··· Recorded information

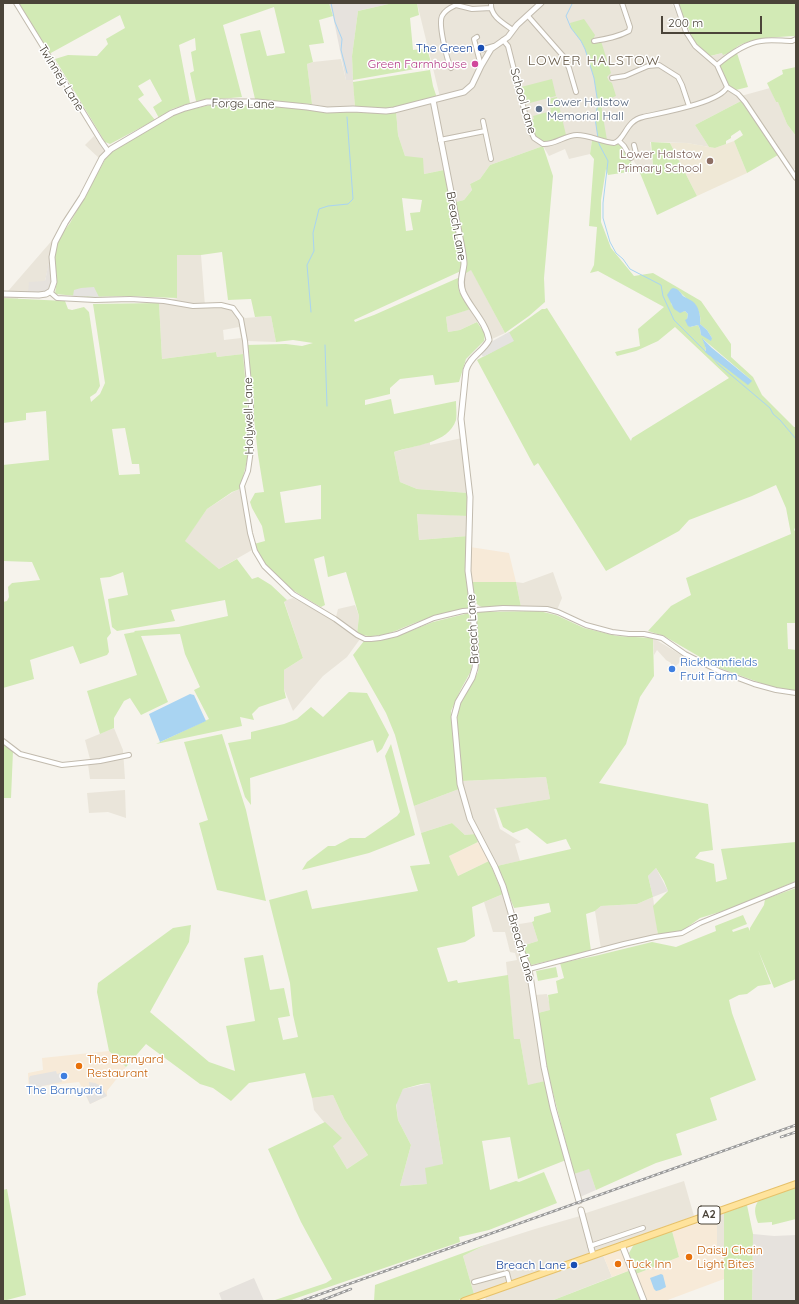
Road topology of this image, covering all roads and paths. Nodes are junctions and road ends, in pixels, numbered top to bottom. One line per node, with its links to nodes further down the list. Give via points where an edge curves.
1 (16, 3): 28 (street, Twinney Lane)
2 (541, 3): 7 (street)
3 (622, 3): 12 (street, via 629,31 612,38)
4 (676, 3): 15 (street, via 686,32 695,46)
5 (456, 4): 6 (street, via 472,9); 17 (street, via 440,18)
6 (491, 5): 8 (street, via 495,15)
7 (528, 16): 8 (street); 20 (street, via 564,57 570,68)
8 (513, 30): 11 (street)
9 (477, 37): 14 (street, via 474,39)
10 (796, 39): 15 (street, via 761,41 748,45)
11 (503, 40): 13 (street); 26 (street, School Lane, via 508,46 527,123 534,139 544,145 578,135 614,143)
12 (594, 41)
13 (494, 46): 14 (street); 16 (street, Forge Lane)
14 (477, 51): 16 (street)
15 (719, 63): 19 (street)
16 (481, 66): 21 (street, Forge Lane, via 469,89)
17 (451, 68)
18 (612, 78): 22 (street, via 659,65 678,77)
19 (727, 87): 22 (street, via 725,92 717,96); 30 (street, via 745,102)
20 (576, 92)
21 (433, 100): 25 (street, Breach Lane); 28 (street, Forge Lane, via 386,111 327,110 257,102 207,102 172,113)
22 (688, 106): 26 (street, via 633,121)
23 (483, 121): 24 (street)
24 (485, 131): 25 (street); 29 (street)
25 (440, 140): 33 (street, Breach Lane, via 462,248 462,287 481,321 488,340 468,364 461,419 470,497 468,565)
26 (619, 141): 27 (street, via 631,158 636,153)
27 (634, 145)
28 (108, 151): 31 (street, Forge Lane, via 58,235 53,250 54,284)
29 (491, 159)
30 (796, 178)
31 (50, 292): 32 (street, via 39,295); 33 (street, Holywell Lane, via 62,298 130,299 233,308 241,319 251,405 251,450 248,471 242,486 253,548 264,566 293,594 365,639 380,638 408,630 434,618)
32 (3, 294)
33 (473, 609): 34 (street, via 547,609 578,620 586,626 662,638 684,654 718,671 754,684); 38 (street, Breach Lane, via 475,668 458,702 454,718 460,784 470,819 503,886 519,945)
34 (796, 693)
35 (3, 741): 36 (street, via 20,754 62,765)
36 (129, 755)
37 (796, 884): 38 (street, via 700,923 682,933 624,944)
38 (529, 969): 40 (street, Breach Lane, via 544,1067)
39 (796, 1184): 43 (main road, A2)
40 (579, 1201)
41 (581, 1210): 44 (street)
42 (643, 1228): 44 (street)
43 (622, 1245): 45 (main road, A2); 49 (street)
44 (590, 1246): 45 (street)
45 (593, 1255): 47 (main road, A2)
46 (474, 1282): 47 (street, via 507,1273)
47 (510, 1285): 48 (main road, A2)
48 (464, 1301)
49 (644, 1301)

······

# What is needed
Count the lines of the records that include the word "Breach". Give the number by itself.

# Answer for this exercise
4